Businesses should take a broader view of customer service than just immediate sales.
Other factors to consider are these:
- Customers should feel that their needs are understood and that the advice they are getting is impartial
- A customer who receives remarkable service may recommend the business to their friends
- The customer may be shopping around, and if they are well treated, they may return later to buy
- It’s important to build trust between the customer and the business – a customer who has a relationship with the business is likely to buy more in the future
Training is a vital part of motivating staff, by making them feel important and valuable to the business. Teaching them how to satisfy their customers will help them perform at their best, and will help to maintain positive attitudes.
If you develop the loyalty of your staff, and encourage them to them feel like part of a team, it will help to maintain customer service standards. Repeat business is based on a sense of trust, and this is enhanced when customers see the familiar faces of staff members they have a relationship with. On the other hand, business can be badly affected by a high staff turnover.
All of your staff should be trained in basic customer service, and not just the frontline staff who deal with customers every day. Drivers, warehouse staff and cleaners may on occasion come into direct contact with customers, and they need to understand how important their job is in the sales process. The overall customer experience can be negatively or positively impacted by the attitude and behavior of any of your staff.
Leading by example is an important principle in management, and all managers should have the training and ability to work on the sales floor. It’s vital that managers should be able to see things from the customers point of view, as well as from the perspective of the sales staff.
As a manager, you should be able to perform the tasks required of a sales person. Being able and willing to work in the customer service area will let the staff see that you understand their job. Staff morale and team spirit will be enhanced by the knowledge that managers are willing to help out when necessary.
Training goes hand in hand with morale, and both of these have a huge impact on the customer experience.
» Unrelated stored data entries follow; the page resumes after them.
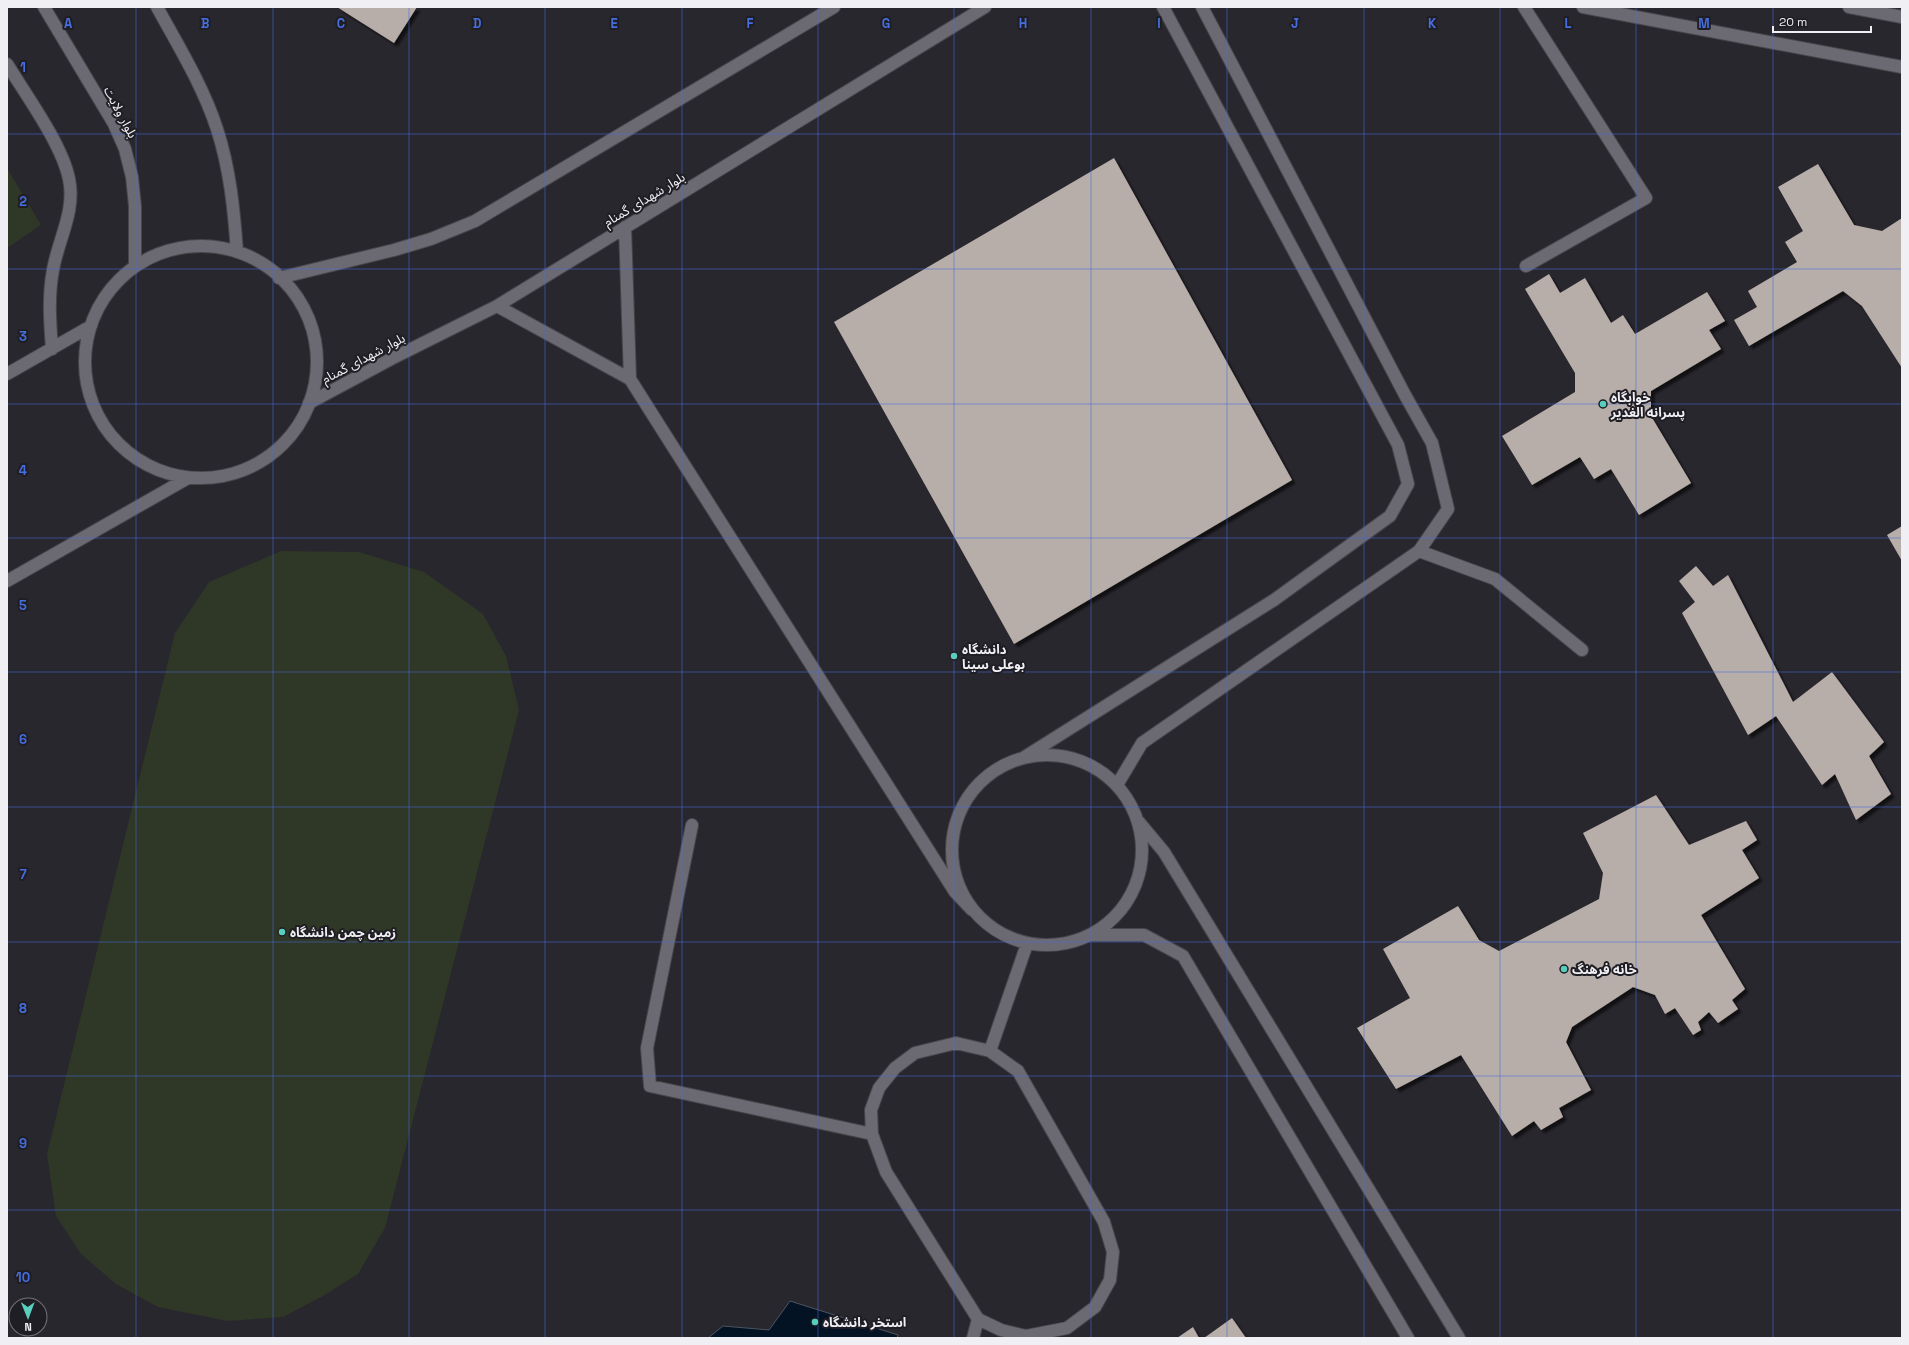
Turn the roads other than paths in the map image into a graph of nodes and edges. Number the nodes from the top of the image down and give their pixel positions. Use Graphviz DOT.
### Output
graph roads {
  1 [pos="44,7"];
  2 [pos="157,7"];
  3 [pos="834,7"];
  4 [pos="985,7"];
  5 [pos="1163,7"];
  6 [pos="1202,7"];
  7 [pos="1524,7"];
  8 [pos="1583,7"];
  9 [pos="1849,7"];
  10 [pos="1902,17"];
  11 [pos="7,64"];
  12 [pos="1902,67"];
  13 [pos="625,227"];
  14 [pos="237,252"];
  15 [pos="135,266"];
  16 [pos="1526,266"];
  17 [pos="279,278"];
  18 [pos="498,306"];
  19 [pos="91,326"];
  20 [pos="52,349"];
  21 [pos="7,374"];
  22 [pos="630,378"];
  23 [pos="309,403"];
  24 [pos="188,478"];
  25 [pos="1419,551"];
  26 [pos="7,581"];
  27 [pos="1582,650"];
  28 [pos="1023,758"];
  29 [pos="1118,785"];
  30 [pos="1139,822"];
  31 [pos="692,825"];
  32 [pos="972,910"];
  33 [pos="1092,935"];
  34 [pos="1027,944"];
  35 [pos="990,1051"];
  36 [pos="872,1134"];
  37 [pos="978,1319"];
  38 [pos="973,1338"];
  39 [pos="1408,1338"];
  40 [pos="1459,1338"];
  1 -- 15 [label="street, بلوار ولایت"];
  2 -- 14 [label="street"];
  3 -- 17 [label="street"];
  4 -- 13 [label="street, بلوار شهدای گمنام"];
  5 -- 28 [label="street"];
  6 -- 25 [label="street"];
  7 -- 16 [label="street"];
  8 -- 12 [label="street"];
  9 -- 10 [label="street"];
  11 -- 20 [label="street"];
  13 -- 18 [label="street, بلوار شهدای گمنام"];
  13 -- 22 [label="street"];
  14 -- 15 [label="street"];
  14 -- 17 [label="street"];
  15 -- 19 [label="street"];
  17 -- 23 [label="street"];
  18 -- 22 [label="street"];
  18 -- 23 [label="street, بلوار شهدای گمنام"];
  19 -- 20 [label="street"];
  19 -- 24 [label="street"];
  20 -- 21 [label="street"];
  22 -- 32 [label="street"];
  23 -- 24 [label="street"];
  24 -- 26 [label="street"];
  25 -- 27 [label="street"];
  25 -- 29 [label="street"];
  28 -- 29 [label="street"];
  28 -- 32 [label="street"];
  29 -- 30 [label="street"];
  30 -- 33 [label="street"];
  30 -- 40 [label="street"];
  31 -- 36 [label="street"];
  32 -- 34 [label="street"];
  33 -- 34 [label="street"];
  33 -- 39 [label="street"];
  34 -- 35 [label="street"];
  35 -- 36 [label="street"];
  35 -- 37 [label="street"];
  36 -- 37 [label="street"];
  37 -- 38 [label="street"];
}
It’s essential to keep morale high, because it makes staff feel important and needed.
Make sure that any training you offer is interesting and dynamic. If any of your staff feel that there are more important things they could be doing, you might want to choose your training provider with more care.
Good training provides workers and managers with the skills and confidence to perform well. Giving them the opportunity to practice their customer service skills in a safe environment will help them to apply those skills in the sales environment.
Successful businesses are well aware that their sales staff are crucial to their operations, and proper training is a core element of their success. Good service is tightly linked to good sales. If service standards are poor, sales performance will inevitably be poor as well.
Satisfied, loyal staff will take proper care of their customers, resulting in high levels of customer satisfaction and repeated successful sales.